Therefore, to understand the mechanism of anthocyanin biosynthesis in taro leafstalks, the present investigation used integrated metabolome and transcriptome analyses. There are several anthocyanin species found in colourful plants, of which six are well-established. Anthocyanins have been extensively investigated in terms of their molecular structure and chemical properties. According to a recent study, cyanidin is responsible for red-purple, pelargonidin for orange and red, and delphinidin for blue-red [42]. Various studies have shown that red vegetables contain cyanidin, a chromogenic substance. The vibrant red colour of cowpea pod is attributed to the presence of significant concentrations of cyanidin 3-O-glucosides and delphinidin 3-O-glucosides in its peel [43]. Red Mizuna contains 12 kinds of cyanidin glycosides compared with Green Mizuna [44]. One petunidin glycoside, one peonidin glucoside, and one cyanidin glycoside are more abundant in purple leaves of non-heading Chinese cabbage than in green leaves [3]. As a result of our study, we found a total of 75 differential metabolites from the metabolome (Figure 2A,B), as well as five anthocyanins that had differential expression (Figure 2C), including four cyanidin glycosides and one delphinidin glycoside. According to the results, cyanidin was mainly related to the taro leafstalk’s colour, which aligns with prior scholarly investigations which found that cyanidin is responsible for the red-purple colour. However, they are different in terms of cyanidin glycosides due to different red-purple crops and varieties. In addition, different shades of purple-red are also related to other anthocyanins, such as pelargonidin, delphinidin, and petunidin. In our study, we found that delphinidin was also differentially expressed between purple and green taro leafstalks (Figure 2C). Our results show that besides cyanidin, delphinidin is also responsible for taro colour.
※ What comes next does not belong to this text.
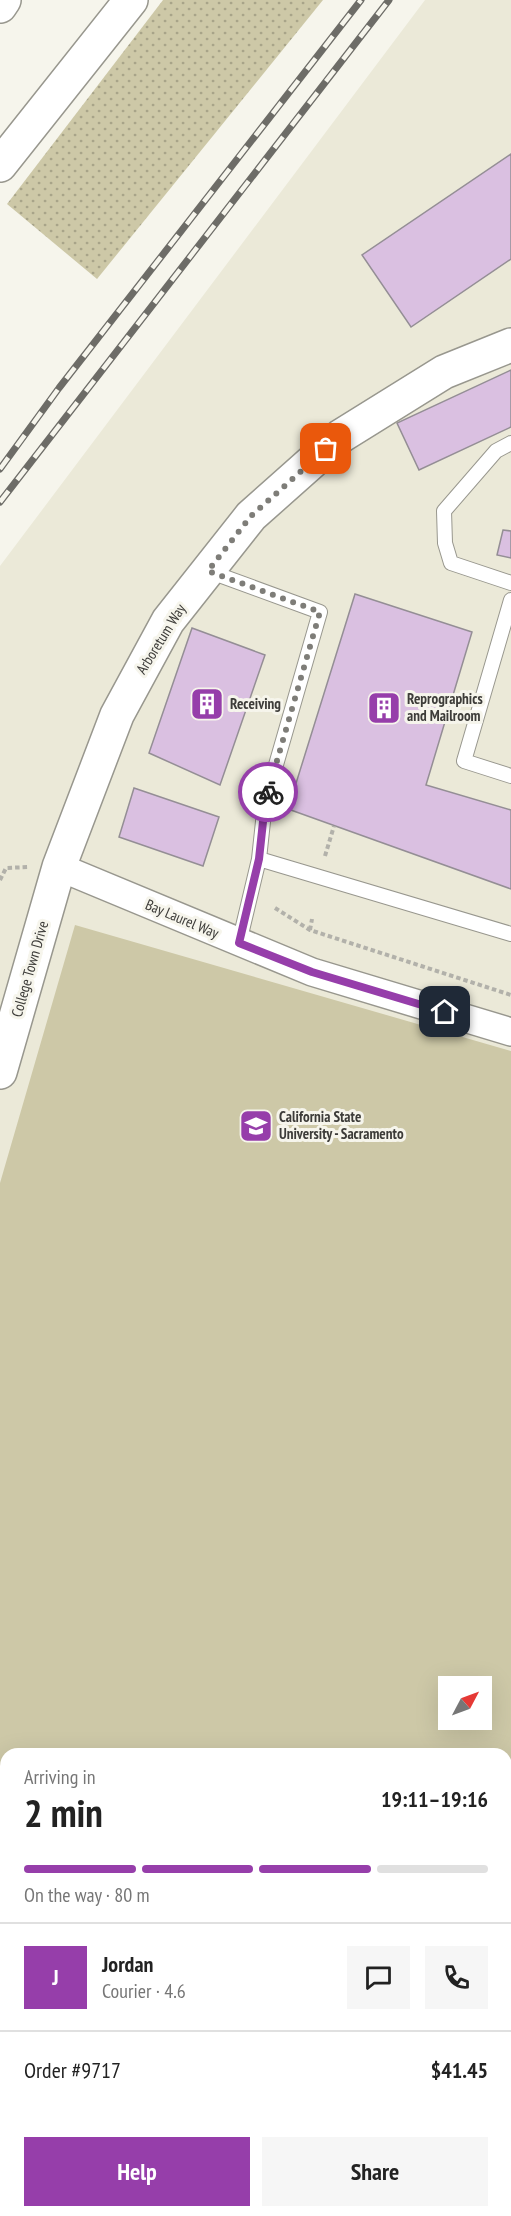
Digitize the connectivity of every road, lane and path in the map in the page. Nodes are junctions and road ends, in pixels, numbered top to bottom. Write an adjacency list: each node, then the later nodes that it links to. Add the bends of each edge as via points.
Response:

Anthocyanin biosynthesis is regulated by numerous structural genes. Among the structural genes, purple plant tissues were the most highly expressed [43]. In the present study, we used transcriptomes to screen anthocyanin-related genes, and the KEGG enrichment results indicated that DEGs are mainly enriched in pathways related to anthocyanin biosynthesis (Figure 4). Moreover, the results of our transcriptome analysis showed that the expression of majority of structural genes involved in anthocyanin biosynthesis during the formation of purple stalks, in comparison to the green taro leafstalk, were increased (Figure 5). We drew a pathway of anthocyanin biosynthesis in taro leafstalks based on transcriptomes, and the result of qRT-PCR was consistent with this interpretation (Figure 8). This is also consistent with findings from a prior investigation of the vegetable [45]. The expression levels of 4CL genes were demonstrated to be elevated in the purple taro leafstalk (Figure 5), which suggests that these genes are responsible for encoding upstream enzymes that regulate anthocyanin metabolism. In several plants, including Vitis vinifera, the activity of 4CL is significantly correlated with anthocyanin synthesis [46]. The condensation reaction of coumarin CoA and malonyl CoA catalysed by chalcone synthase (CHS) generates naringenin chalcone. In our study, the increased expression of the CHS gene in the purple taro leafstalk may have enhanced the synthesis of naringenin chalcone (Figure 5).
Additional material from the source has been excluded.